Prior to 2015 and the implementation of our protocol, management of acute symptoms during a laboratory-based sleep study included instructing the laboratory technician to contact the nursing supervisor and the on-call sleep medicine physician for patient complaints (shortness of breath, headache, or chest pain). There was no formal prestudy risk-stratification questionnaire or comprehensive prestudy vital sign measurement. No specific sedation or tracheostomy policy was in place. The RR and code teams were not explicitly involved by protocol.
To assess the skill level and comfort with responding to patient emergencies of the sleep technicians, an emergency workshop was held. The workshop incorporated patient simulations for emergency situations, such as chest pain, arrhythmias, and respiratory distress. The results from that workshop were unanticipated and surprising: Most technicians were not comfortable identifying what symptoms or complaints should prompt a call for emergent medical support.
Multistep, multicomponent, parallel-process modification
A number of organizational changes were made to the emergency protocols including removing the nursing supervisor from the emergency response protocol and instead utilizing the RR and code teams, creating an annual emergency training program for the sleep technicians, obtaining a code cart for the sleep laboratory hallway and manual blood pressure cuffs for sleep laboratory use, posting “Take Quick Action” forms in sleep laboratory and control rooms, and reviewing every incident for response appropriateness and choosing 1–2 incidents each year to complete a root-cause analysis.
Sleep laboratory referral process and study location triage (part 1)
The vast majority (> 95%) of polysomnograms are performed in the hospital-based sleep laboratory. The electronic sleep study order was modified to explicitly require referring physicians to include any special needs, such as mobility limitations, cognitive impairment, insulin requiring diabetes, seizure history, or use of supplemental oxygen (Box 1). The presence of 1 of these factors or conditions on the electronic order prompted triage to the hospital-based Beth Israel Deaconess Hospital Needham sleep laboratory, which was identified as having increased medical support.

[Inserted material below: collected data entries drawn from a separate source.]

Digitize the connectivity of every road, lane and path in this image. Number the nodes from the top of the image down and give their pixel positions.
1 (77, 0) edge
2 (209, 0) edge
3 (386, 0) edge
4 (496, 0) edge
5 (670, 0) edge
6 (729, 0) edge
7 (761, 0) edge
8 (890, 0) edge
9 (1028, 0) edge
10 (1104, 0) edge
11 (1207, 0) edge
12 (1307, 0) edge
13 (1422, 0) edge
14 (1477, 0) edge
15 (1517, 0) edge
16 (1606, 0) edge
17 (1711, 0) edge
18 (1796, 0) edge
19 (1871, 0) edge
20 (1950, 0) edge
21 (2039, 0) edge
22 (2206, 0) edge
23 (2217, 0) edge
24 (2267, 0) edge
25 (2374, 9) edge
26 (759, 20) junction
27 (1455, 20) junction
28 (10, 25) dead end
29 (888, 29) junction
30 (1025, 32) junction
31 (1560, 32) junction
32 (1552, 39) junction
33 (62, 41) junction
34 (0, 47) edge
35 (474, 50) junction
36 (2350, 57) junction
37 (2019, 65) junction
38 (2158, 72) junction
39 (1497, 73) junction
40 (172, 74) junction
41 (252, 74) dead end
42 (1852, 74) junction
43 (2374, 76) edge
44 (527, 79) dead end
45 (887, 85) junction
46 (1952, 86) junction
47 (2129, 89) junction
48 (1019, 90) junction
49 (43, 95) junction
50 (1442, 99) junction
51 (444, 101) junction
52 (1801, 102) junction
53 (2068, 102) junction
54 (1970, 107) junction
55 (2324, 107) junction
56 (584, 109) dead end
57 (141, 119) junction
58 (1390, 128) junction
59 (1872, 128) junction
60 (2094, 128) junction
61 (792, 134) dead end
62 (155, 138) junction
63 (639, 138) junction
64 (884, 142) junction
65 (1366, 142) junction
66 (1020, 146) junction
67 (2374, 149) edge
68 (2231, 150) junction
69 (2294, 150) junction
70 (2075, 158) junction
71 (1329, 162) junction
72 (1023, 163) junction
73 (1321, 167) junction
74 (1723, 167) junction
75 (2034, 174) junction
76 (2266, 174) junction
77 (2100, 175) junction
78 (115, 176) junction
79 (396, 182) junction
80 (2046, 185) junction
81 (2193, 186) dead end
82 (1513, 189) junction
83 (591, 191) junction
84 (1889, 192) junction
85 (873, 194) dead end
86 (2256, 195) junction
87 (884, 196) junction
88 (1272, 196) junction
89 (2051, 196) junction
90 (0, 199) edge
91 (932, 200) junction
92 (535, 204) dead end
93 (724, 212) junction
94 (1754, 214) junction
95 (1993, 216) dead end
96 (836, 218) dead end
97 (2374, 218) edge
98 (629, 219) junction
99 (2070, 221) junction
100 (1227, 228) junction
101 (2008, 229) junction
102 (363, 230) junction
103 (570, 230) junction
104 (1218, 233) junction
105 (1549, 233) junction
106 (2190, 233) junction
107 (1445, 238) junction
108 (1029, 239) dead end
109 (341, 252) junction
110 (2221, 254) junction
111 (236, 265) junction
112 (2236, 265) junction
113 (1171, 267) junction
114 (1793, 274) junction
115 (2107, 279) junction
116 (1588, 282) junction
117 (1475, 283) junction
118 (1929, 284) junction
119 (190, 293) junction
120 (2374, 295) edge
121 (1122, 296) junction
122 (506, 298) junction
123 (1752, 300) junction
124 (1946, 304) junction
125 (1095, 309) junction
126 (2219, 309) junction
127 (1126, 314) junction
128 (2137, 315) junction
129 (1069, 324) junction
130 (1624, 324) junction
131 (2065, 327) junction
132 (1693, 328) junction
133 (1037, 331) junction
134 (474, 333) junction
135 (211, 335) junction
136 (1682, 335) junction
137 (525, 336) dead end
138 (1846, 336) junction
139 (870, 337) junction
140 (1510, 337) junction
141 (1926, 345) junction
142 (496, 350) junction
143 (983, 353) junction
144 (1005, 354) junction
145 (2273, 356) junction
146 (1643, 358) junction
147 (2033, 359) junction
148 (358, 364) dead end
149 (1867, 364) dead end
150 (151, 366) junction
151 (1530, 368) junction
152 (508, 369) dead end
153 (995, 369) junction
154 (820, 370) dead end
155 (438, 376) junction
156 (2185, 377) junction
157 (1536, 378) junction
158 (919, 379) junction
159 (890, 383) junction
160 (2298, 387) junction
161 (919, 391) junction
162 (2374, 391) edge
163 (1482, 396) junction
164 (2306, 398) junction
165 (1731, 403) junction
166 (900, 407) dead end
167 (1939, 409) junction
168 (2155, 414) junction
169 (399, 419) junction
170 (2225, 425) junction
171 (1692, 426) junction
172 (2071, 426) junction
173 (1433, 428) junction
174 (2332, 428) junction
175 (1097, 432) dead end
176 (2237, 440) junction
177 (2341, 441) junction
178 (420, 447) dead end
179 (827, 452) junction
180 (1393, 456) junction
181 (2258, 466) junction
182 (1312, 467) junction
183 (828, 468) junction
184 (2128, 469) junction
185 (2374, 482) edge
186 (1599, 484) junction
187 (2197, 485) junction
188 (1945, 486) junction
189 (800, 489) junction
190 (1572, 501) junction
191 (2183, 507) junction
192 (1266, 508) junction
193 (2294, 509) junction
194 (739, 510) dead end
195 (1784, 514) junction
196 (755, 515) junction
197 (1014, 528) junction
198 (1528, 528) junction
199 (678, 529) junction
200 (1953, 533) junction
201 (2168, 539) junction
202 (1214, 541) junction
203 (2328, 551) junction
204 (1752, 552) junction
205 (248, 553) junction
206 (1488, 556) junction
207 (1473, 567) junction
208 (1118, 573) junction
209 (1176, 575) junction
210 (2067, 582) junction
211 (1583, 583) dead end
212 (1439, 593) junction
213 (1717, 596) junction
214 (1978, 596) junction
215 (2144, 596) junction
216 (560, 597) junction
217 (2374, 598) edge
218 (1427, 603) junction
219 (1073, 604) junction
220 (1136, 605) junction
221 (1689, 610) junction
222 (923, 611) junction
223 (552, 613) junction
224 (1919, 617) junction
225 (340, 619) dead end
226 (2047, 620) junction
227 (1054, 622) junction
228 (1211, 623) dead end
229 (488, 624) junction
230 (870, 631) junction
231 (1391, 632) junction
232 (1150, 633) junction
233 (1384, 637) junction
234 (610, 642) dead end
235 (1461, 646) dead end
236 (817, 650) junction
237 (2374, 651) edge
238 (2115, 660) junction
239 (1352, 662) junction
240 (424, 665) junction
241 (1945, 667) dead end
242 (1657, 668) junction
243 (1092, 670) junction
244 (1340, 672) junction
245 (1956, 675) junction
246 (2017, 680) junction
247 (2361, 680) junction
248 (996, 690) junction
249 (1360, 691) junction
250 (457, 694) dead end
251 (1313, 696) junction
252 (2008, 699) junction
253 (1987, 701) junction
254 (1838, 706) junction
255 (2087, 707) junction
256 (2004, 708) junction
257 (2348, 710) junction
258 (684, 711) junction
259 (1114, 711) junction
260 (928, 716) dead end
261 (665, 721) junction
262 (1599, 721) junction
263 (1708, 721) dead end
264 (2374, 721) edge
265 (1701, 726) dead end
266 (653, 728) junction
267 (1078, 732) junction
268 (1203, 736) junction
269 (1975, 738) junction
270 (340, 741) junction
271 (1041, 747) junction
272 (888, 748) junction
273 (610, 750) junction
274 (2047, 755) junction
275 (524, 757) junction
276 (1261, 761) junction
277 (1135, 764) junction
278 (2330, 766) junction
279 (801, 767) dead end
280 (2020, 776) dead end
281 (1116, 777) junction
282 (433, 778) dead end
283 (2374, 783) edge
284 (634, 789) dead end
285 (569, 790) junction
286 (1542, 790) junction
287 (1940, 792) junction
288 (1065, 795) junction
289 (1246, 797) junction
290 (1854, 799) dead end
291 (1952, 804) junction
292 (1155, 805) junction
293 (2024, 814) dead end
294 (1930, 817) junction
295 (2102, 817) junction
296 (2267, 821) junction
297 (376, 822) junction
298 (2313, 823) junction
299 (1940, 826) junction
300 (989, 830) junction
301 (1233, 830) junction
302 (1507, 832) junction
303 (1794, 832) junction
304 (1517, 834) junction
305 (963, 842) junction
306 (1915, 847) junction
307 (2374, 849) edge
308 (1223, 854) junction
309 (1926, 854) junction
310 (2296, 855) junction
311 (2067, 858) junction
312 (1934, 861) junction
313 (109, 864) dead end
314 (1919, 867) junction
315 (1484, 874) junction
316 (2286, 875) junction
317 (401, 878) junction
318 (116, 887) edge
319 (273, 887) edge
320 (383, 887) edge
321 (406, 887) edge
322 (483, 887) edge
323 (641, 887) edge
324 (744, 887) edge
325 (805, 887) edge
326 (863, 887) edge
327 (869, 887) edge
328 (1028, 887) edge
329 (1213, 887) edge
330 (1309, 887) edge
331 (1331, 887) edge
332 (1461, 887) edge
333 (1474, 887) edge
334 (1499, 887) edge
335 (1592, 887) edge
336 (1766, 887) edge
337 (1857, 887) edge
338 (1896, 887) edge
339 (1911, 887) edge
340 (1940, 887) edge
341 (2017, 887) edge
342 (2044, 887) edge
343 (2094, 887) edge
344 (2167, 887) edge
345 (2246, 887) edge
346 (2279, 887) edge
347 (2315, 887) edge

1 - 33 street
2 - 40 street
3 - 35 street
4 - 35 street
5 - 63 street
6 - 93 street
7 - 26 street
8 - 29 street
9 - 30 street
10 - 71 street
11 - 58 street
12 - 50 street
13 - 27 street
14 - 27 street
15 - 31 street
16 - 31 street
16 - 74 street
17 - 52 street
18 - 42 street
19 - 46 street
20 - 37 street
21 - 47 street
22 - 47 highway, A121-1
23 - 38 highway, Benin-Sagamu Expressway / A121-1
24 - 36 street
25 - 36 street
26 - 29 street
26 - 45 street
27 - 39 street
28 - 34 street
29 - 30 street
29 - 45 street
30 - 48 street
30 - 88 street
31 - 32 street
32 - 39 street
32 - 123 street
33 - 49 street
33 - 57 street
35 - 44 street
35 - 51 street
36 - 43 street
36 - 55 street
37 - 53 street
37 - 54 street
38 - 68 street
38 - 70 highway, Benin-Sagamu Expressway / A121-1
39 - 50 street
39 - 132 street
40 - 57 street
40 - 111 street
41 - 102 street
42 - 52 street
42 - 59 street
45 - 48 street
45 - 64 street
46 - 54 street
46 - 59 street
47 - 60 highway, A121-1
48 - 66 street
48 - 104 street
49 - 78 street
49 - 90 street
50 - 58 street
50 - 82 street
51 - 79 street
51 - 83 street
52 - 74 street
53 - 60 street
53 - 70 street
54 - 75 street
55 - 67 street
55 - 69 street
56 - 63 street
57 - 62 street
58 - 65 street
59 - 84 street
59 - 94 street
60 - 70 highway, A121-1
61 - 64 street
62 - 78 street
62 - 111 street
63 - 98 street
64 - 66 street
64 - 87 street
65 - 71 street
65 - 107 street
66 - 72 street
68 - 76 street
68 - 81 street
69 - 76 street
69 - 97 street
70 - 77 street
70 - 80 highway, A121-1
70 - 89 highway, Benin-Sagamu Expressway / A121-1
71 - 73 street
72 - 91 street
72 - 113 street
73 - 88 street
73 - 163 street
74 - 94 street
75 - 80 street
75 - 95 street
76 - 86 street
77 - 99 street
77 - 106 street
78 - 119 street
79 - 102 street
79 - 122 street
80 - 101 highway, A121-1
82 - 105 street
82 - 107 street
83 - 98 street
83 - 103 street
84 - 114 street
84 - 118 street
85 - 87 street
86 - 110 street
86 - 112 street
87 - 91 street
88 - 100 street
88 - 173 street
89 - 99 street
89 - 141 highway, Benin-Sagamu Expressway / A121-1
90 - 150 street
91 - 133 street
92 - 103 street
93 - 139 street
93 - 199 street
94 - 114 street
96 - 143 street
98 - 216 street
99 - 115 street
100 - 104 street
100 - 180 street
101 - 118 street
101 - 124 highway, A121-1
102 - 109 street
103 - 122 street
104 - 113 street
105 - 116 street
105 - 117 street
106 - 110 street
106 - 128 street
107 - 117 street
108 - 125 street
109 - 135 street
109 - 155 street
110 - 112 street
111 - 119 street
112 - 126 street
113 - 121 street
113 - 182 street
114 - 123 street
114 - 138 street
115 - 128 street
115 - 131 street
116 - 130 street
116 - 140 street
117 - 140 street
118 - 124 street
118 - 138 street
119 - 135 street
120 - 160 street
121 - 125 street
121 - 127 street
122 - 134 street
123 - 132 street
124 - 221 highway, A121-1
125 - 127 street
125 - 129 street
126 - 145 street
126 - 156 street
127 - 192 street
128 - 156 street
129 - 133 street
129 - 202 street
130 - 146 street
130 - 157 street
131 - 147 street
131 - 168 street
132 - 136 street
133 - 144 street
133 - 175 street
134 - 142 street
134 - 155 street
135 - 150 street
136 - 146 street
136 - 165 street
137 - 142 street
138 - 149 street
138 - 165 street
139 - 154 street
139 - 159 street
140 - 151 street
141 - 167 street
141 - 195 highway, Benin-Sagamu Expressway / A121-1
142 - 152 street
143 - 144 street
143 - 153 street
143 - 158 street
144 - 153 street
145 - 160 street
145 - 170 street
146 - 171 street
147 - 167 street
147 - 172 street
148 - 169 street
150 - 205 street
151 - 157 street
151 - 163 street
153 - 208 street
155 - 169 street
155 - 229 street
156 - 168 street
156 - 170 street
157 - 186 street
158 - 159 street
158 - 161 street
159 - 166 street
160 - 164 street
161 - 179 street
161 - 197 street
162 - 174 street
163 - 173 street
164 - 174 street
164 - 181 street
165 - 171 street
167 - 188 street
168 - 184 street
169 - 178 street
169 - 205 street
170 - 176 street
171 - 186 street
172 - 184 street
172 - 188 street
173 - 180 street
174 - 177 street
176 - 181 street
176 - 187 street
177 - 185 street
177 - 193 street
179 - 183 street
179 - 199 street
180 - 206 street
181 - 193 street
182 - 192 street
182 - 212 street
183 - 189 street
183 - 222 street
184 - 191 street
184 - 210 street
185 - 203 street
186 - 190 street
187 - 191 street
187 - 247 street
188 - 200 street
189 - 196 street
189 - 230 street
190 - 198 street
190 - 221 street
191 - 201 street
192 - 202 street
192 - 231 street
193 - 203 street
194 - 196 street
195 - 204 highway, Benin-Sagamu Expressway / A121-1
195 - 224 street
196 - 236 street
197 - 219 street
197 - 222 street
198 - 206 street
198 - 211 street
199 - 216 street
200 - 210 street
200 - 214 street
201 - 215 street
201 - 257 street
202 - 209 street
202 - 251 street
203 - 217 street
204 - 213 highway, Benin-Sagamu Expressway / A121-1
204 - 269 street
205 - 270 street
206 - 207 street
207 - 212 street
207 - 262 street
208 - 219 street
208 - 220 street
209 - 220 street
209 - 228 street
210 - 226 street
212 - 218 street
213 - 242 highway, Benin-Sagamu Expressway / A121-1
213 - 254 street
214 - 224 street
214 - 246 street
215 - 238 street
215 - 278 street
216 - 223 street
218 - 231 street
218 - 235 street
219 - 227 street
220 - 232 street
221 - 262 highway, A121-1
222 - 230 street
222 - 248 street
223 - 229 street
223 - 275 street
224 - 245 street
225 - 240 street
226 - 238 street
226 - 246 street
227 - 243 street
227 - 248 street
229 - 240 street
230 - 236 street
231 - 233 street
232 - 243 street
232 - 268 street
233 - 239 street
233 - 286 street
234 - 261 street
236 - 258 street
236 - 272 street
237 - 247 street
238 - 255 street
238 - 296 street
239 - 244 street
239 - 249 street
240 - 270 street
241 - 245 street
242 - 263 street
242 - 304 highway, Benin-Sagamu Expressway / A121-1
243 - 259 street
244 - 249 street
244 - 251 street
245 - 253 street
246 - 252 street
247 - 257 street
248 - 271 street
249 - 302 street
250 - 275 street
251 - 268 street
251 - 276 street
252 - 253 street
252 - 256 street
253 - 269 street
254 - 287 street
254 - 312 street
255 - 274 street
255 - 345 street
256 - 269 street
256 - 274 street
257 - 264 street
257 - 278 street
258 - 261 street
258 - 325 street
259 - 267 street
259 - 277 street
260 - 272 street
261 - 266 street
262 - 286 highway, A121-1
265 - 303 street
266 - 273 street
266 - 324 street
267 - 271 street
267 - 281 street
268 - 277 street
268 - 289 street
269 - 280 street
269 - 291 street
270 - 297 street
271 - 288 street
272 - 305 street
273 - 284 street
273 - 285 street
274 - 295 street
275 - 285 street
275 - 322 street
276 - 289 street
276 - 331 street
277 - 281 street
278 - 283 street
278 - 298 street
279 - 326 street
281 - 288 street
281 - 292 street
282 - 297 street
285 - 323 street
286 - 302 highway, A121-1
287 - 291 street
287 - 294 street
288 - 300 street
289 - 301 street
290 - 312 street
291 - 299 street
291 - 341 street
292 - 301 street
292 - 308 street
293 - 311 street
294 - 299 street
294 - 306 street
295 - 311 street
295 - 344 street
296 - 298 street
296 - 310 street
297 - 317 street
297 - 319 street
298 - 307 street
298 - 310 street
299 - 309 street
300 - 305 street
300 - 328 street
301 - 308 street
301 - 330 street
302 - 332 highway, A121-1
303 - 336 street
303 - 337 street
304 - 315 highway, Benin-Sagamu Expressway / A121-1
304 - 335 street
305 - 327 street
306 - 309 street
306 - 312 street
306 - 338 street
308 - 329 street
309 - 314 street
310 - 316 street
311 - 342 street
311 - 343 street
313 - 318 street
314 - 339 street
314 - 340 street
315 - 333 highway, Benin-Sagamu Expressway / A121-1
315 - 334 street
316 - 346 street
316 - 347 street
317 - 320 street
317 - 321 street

The electronic sleep study order was also modified to direct any patient identified as needing adaptive servoventilation to the sleep clinic prior to scheduling the sleep study. External referrals were reviewed for the same criteria before scheduling. This modification to the referral process preceded the data collection reported here.
Box 1.
High-needs criteria listed in the electronic sleep study referral for triaging to a hospital-based sleep laboratory (presence of ≥ 1 criteria).
Mobility limitations or additional assistance |
Wheelchair or walker |
Group living facility |
Incontinent |
Need an attendant to accompany |
Visual impairment |
Medical history |
Recent hospitalization |
Home nocturnal oxygen requirement |
Insulin required for diabetes |
Cognitive impairment |
Neuromuscular disease |
History of seizures |
Morbid obesity |
Tracheostomy present |
Class III or IV congestive heart failure |
Cardiac arrhythmia |
History of myocardial infarction or stroke in past 3 months |
Moderate to severe pulmonary disease |
Sedative use policy
A sedative use policy was created and included in the prestudy paperwork sent to patients. This policy explicitly instructed patients to take their sedative medication by 10:30 pm and stated that if a sedative was to be used for the first time during the sleep study, then the patient was encouraged to arrange a ride home the morning following the study.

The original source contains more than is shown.